Ten Years After: Doves, Alice In Chains, Cult, Pink Floyd, The Who

di RSK

L'acqua che tocchi de' fiumi 
è l'ultima di quella che andò 
  e la prima di quella che viene. 
Cosí il tempo presente.
Leonardo Da Vinci

DOVES: SOMES CITIES (2005)

Rieccoci con Ten Years After. Cominciamo con una band di tutto rispetto, quella dei fratelli Williams, nata a cavallo tra i due secoli e inseritasi perfettamente nell'ondata alt.rock britannica che tanti successi seppe seminare e raccogliere tra gli '80 e i '90. Nel 2005 reduci da due dischi di grande successo pubblicano il fatidico terzo album: Somes Cities.
In realtà si discosta poco dai precedenti e forse anche per questo è considerato minore agli altri. A distanza di dieci anni però mostra un bel piglio e un sound assolutamente riconducibile al gruppo. In definitiva una manciata di canzoni veramente piacevoli la cui parola d'ordine è il ritmo, la ritmica. Anche la voce calda e potente del tezo Doves, Jimi Goodwin, contribuisce a renderli  un bel ricordo dei primi anni 2000. Somes Cities viene composto in realtà lontano dalla città in campagna nel tentativo di accontentare le enorme aspettative che si erano create intorno alla band. Le critiche dell'epoca denotano una certa amarezza, la tipica di chi aspetta al varco un gruppo per demolirlo, ma a distanza di dieci anni Somes Cities fa solo pensare che neanche molto tempo fa le pretese degli amanti del rock fossero di molto superiori a oggi e i prodotti in circolazione in media qualitativamente più validi del 2015! Buon ascolto!

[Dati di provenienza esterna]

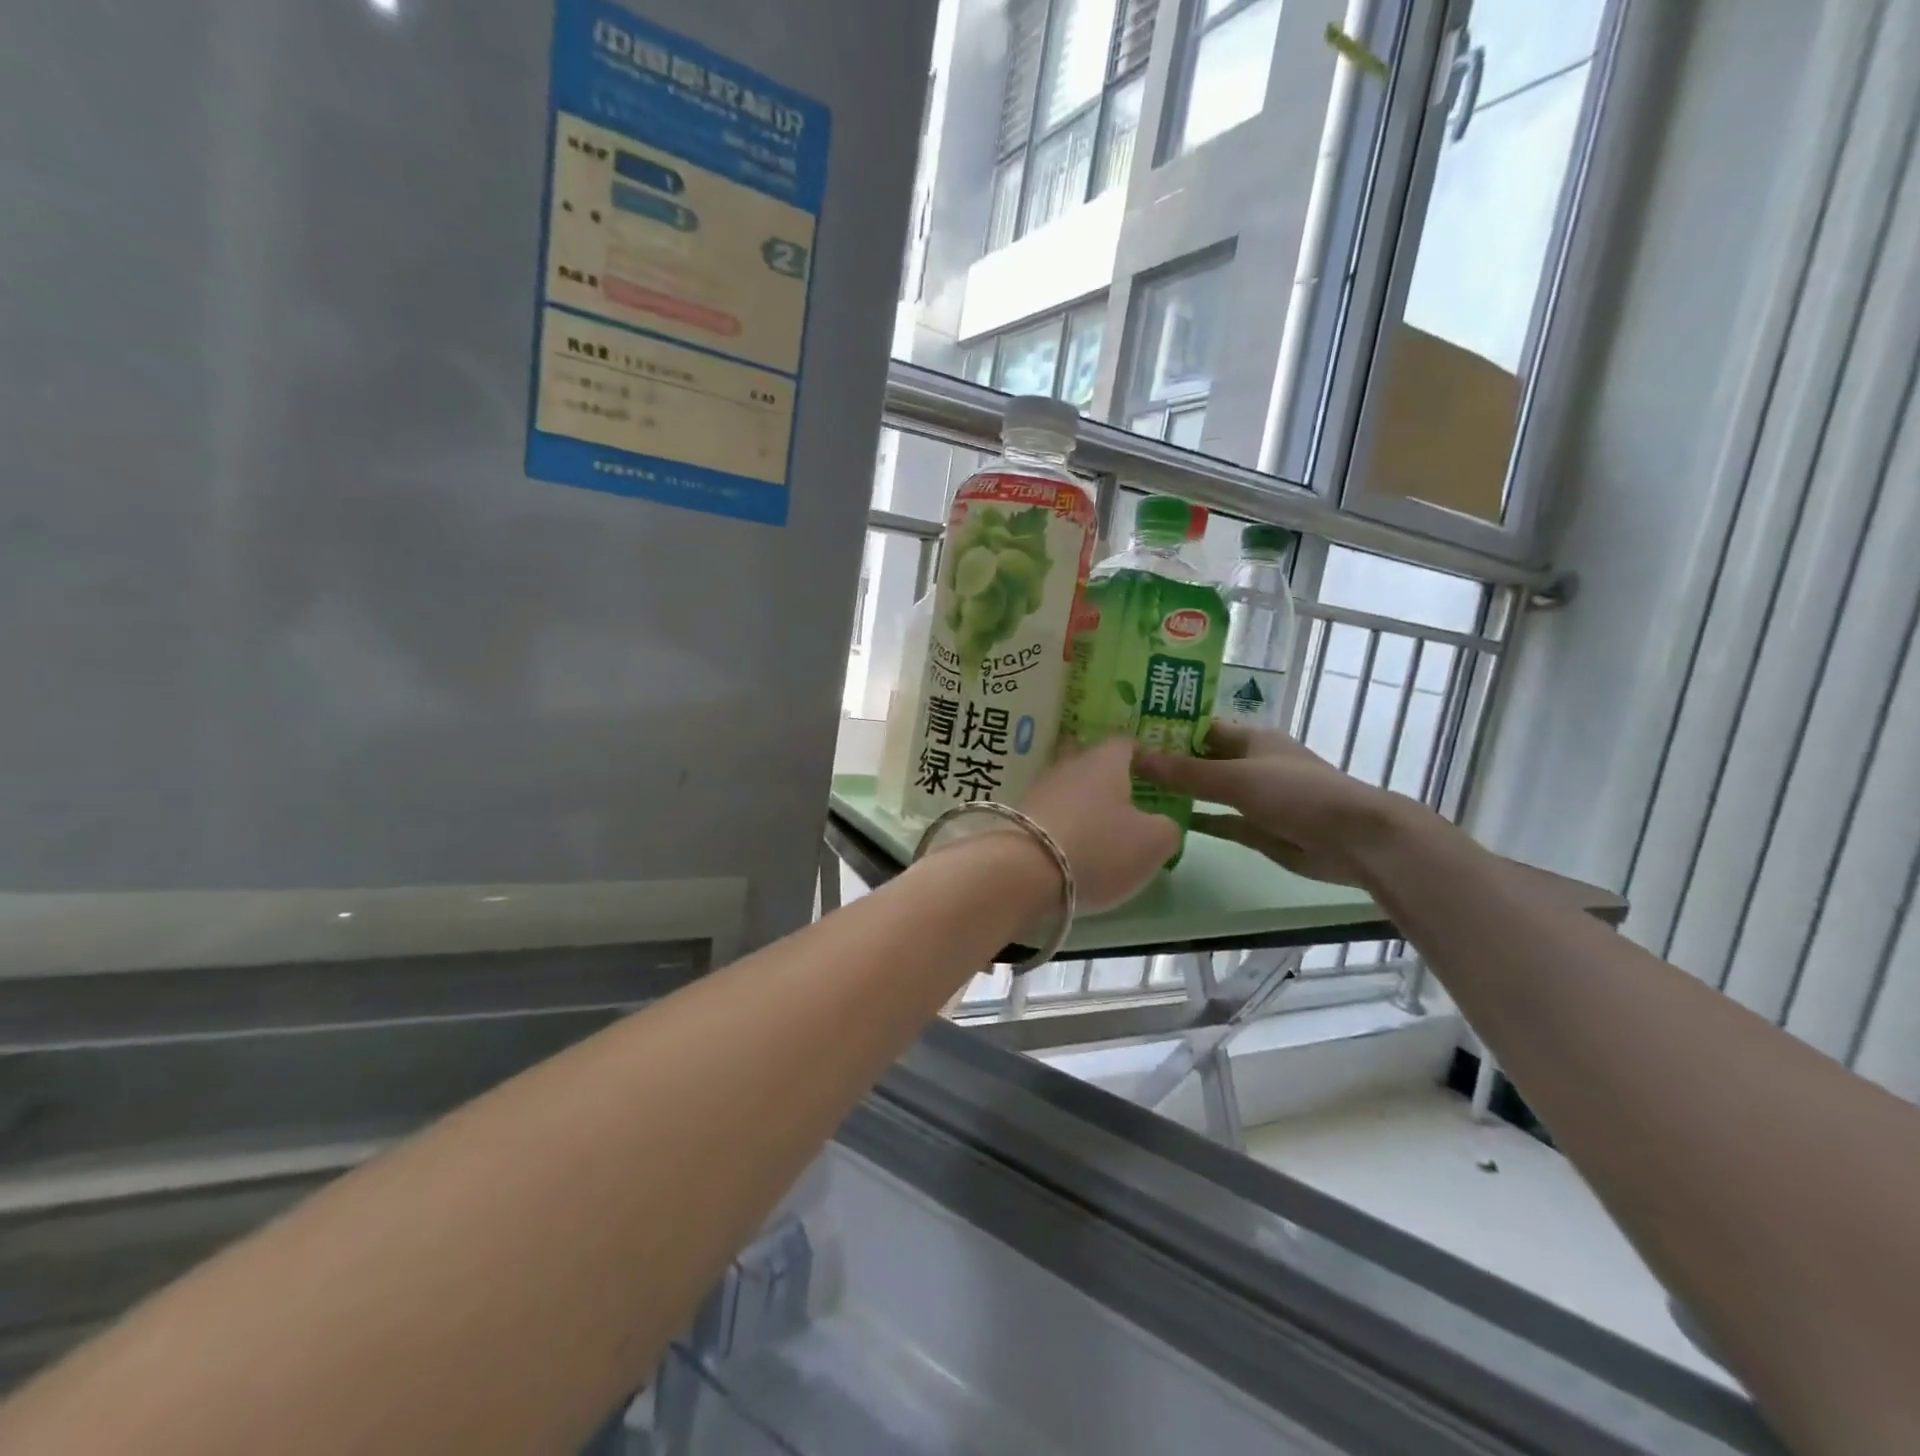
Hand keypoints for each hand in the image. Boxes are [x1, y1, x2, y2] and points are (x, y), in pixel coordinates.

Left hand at [1016, 737, 1180, 911]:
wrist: (1022, 872)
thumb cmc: (1098, 848)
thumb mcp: (1153, 843)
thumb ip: (1167, 828)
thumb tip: (1161, 824)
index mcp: (1104, 761)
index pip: (1125, 743)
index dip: (1141, 755)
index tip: (1153, 772)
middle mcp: (1067, 766)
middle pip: (1088, 760)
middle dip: (1105, 776)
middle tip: (1125, 798)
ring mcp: (1038, 789)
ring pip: (1066, 786)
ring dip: (1080, 802)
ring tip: (1098, 827)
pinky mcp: (1016, 816)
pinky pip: (1048, 812)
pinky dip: (1061, 823)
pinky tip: (1069, 844)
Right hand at [1135, 723, 1418, 885]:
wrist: (1352, 839)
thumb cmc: (1296, 793)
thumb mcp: (1236, 778)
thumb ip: (1185, 772)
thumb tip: (1134, 757)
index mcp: (1250, 738)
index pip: (1199, 727)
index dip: (1167, 727)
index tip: (1127, 731)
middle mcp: (1249, 763)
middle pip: (1199, 758)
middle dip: (1166, 760)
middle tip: (1118, 764)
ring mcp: (1252, 797)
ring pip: (1206, 790)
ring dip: (1177, 791)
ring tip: (1131, 791)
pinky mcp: (1255, 828)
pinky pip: (1217, 820)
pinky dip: (1195, 820)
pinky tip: (1163, 821)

ALICE IN CHAINS: ALICE IN CHAINS (1995)

Il 5 aprile del 2002, quando trovarono il corpo senza vita di Layne Staley, ho seriamente pensato che questo mondo fosse il peggiore dei mondi possibili. Più o meno una cloaca. Non riuscivo a capire come potesse essere finito così un artista incredibile, un cantante dalla voce impressionante, forse una delle più belle in assoluto della storia del rock con una manciata d'altri che tutti conoscono e che se ne stanno lì a godersi la fama, la vecchiaia e tutto il resto. Perchè? Perchè solo come un cane? Lo stesso cane senza una gamba che sta lì a guardarci con gli occhi della verità come quello ripreso in primo piano sulla copertina dell'ultimo disco degli Alice In Chains. Un cane...come noi, uno di noi.
Nel 1995 uno dei gruppi più influenti e importanti, sia col senno di poi che col senno di prima, della storia del rock anni '90, a questo punto mi rifiuto di continuare a definirlo semplicemente grunge, pubblicano una raccolta di pezzi rock stralunati e incazzosi. Oltre il viale del tramonto, a causa di quella maledetta moda di bruciare tutto e subito, gli Alice "pensanti", cioè Jerry Cantrell (a proposito il cane era il suo), e quelli più di là che di qua, il buon vecchio Layne appunto, mettono insieme un disco memorabile anche se meno apprezzato, chissà perché di Dirt (1992) e ovviamente dell'epocale Unplugged (1996). Ma ascoltati uno dietro l'altro i pezzi di AIC sono semplicemente da paura: dalla monolitica Grind alla poetica e maledetta Shame in You al rock melodico della conclusiva Over Now. Un disco quasi perfetto ricamato dalle strabilianti performance di un artista unico e irripetibile.


CULT - LOVE (1985)

Era il 1985 quando "quel bel pezzo dell'Ubaldo" di Ian Astbury, un semidio metà Jim Morrison e metà Toro Seduto, pubblicava in compagnia dei suoi Cult, il disco di maggior successo della sua carriera nonché uno dei dischi "rock" più importanti dell'anno. Love: questo il fantasioso titolo, fece breccia e rumore laddove nessuno in quel momento si sarebbe ormai aspettato nemmeno un sospiro. Ma come? Jim Morrison si era ormai ritirato sulla famosa isola deserta da tempo, Jimi Hendrix stava esplorando fantastici pianeti fuori dal sistema solare e chissà per quanto tempo ancora mentre i Led Zeppelin si erano tolti dalle scene e  e con loro quel rock che tanti proseliti aveva fatto negli anni '70... 
Nessuno, soprattutto in Inghilterra, in piena new-wave si sarebbe aspettato un disco così e un gruppo così. Grande merito quindi a Ian e soci per aver pubblicato un disco che a distanza di 30 anni risulta epocale e che si distingue soprattutto per questo fantastico pezzo con video annesso. Peace e naturalmente Love!!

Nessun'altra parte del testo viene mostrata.